The activated form of vitamin D3, 1,25-dihydroxyvitamin D3 [1,25(OH)2D3], regulates numerous cellular processes, including inhibition of cancer progression. IL-1β has been reported to facilitate cancer development, especially by inducing an epithelial-to-mesenchymal transition (EMT) in several malignant tumors. However, the underlying mechanism of 1,25(OH)2D3 and IL-1β in colorectal cancer (CRC) still remains largely unknown. To fill in this knowledge gap, we measured cell proliferation and invasion by CCK-8 and Transwell assays after stimulation with 1,25(OH)2D3 and IL-1β. E-cadherin and vimentin were chosen as markers of EMT measured by immunofluorescence, quantitative real-time PCR (qRT-PCR), and Western blot.
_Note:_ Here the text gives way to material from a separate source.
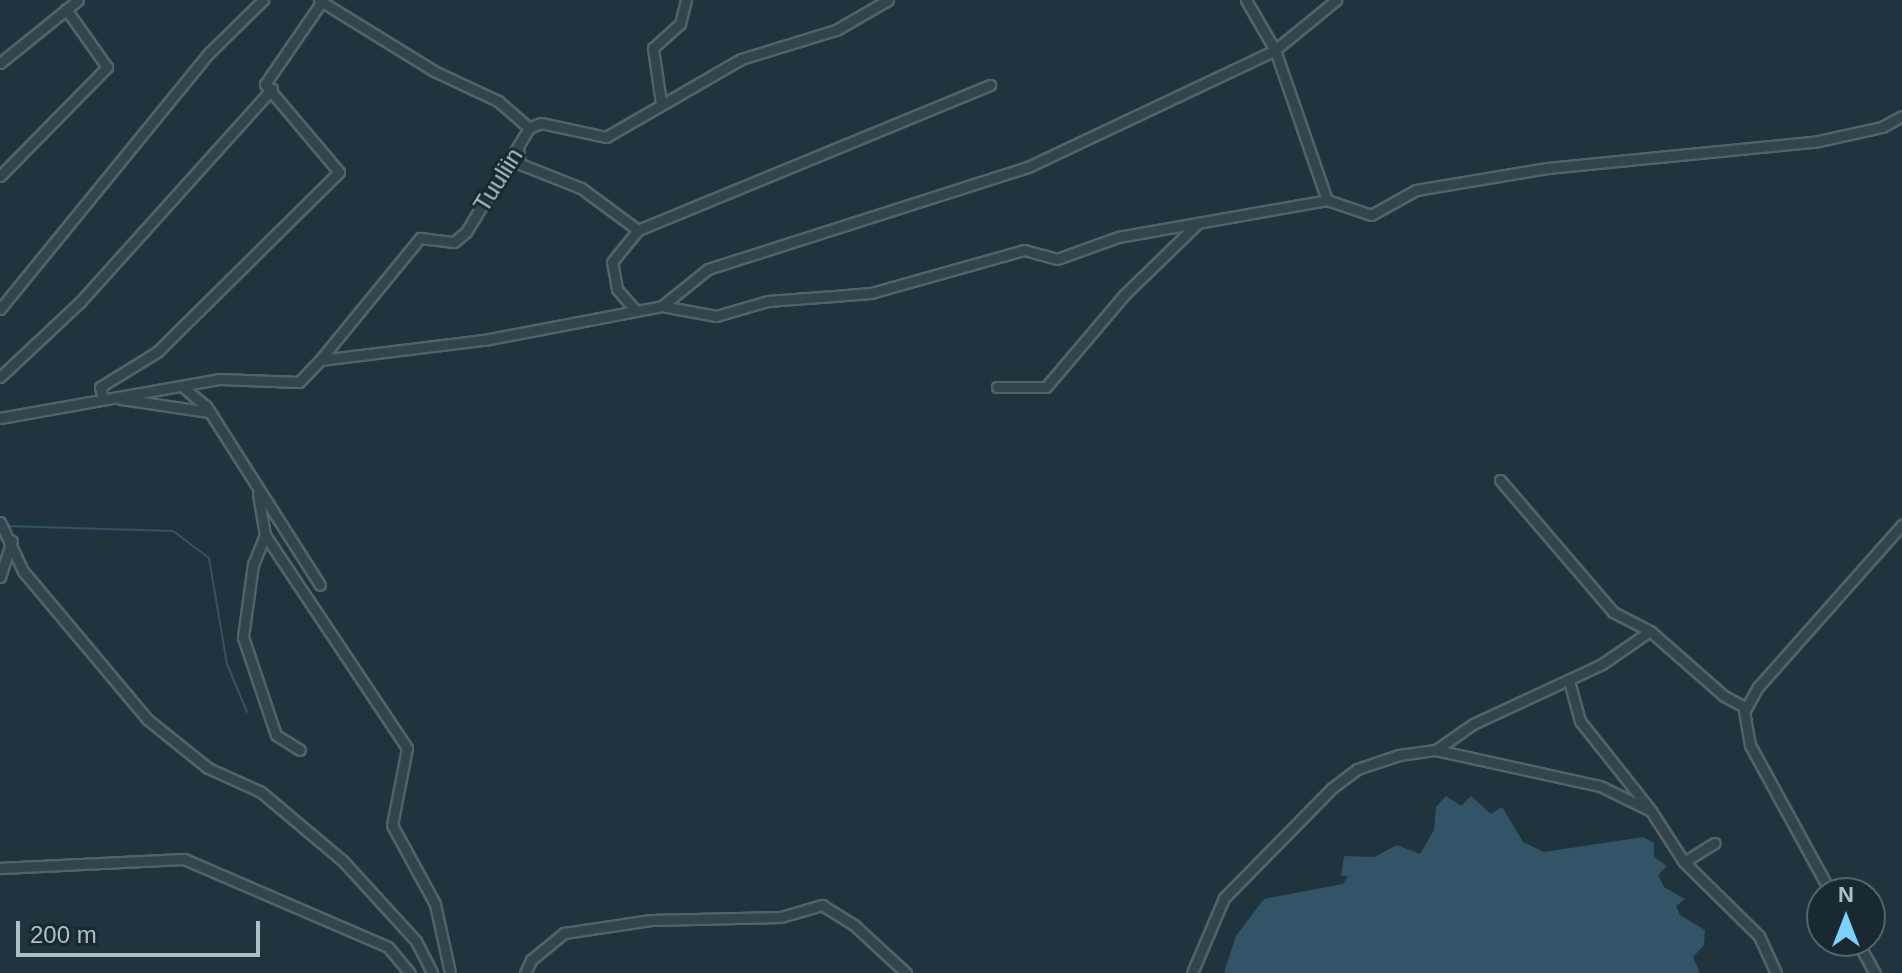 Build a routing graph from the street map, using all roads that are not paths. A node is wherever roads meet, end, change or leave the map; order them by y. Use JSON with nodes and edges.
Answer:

The expression and function of the vitamin D receptor (VDR) was evaluated by Western blot and luciferase reporter assay. qRT-PCR and RNA-FISH were performed to detect the expression and location of lncTCF7 in vitro. The binding sites of VDR in the lncTCF7 promoter were confirmed by a chromatin immunoprecipitation assay. Based on the above experiments, we found that 1,25(OH)2D3 attenuates IL-1β-induced increased proliferation and invasion in colorectal cancer through enhancing VDR, which inhibits the expression of lncTCF7 by directly binding to its promoter region.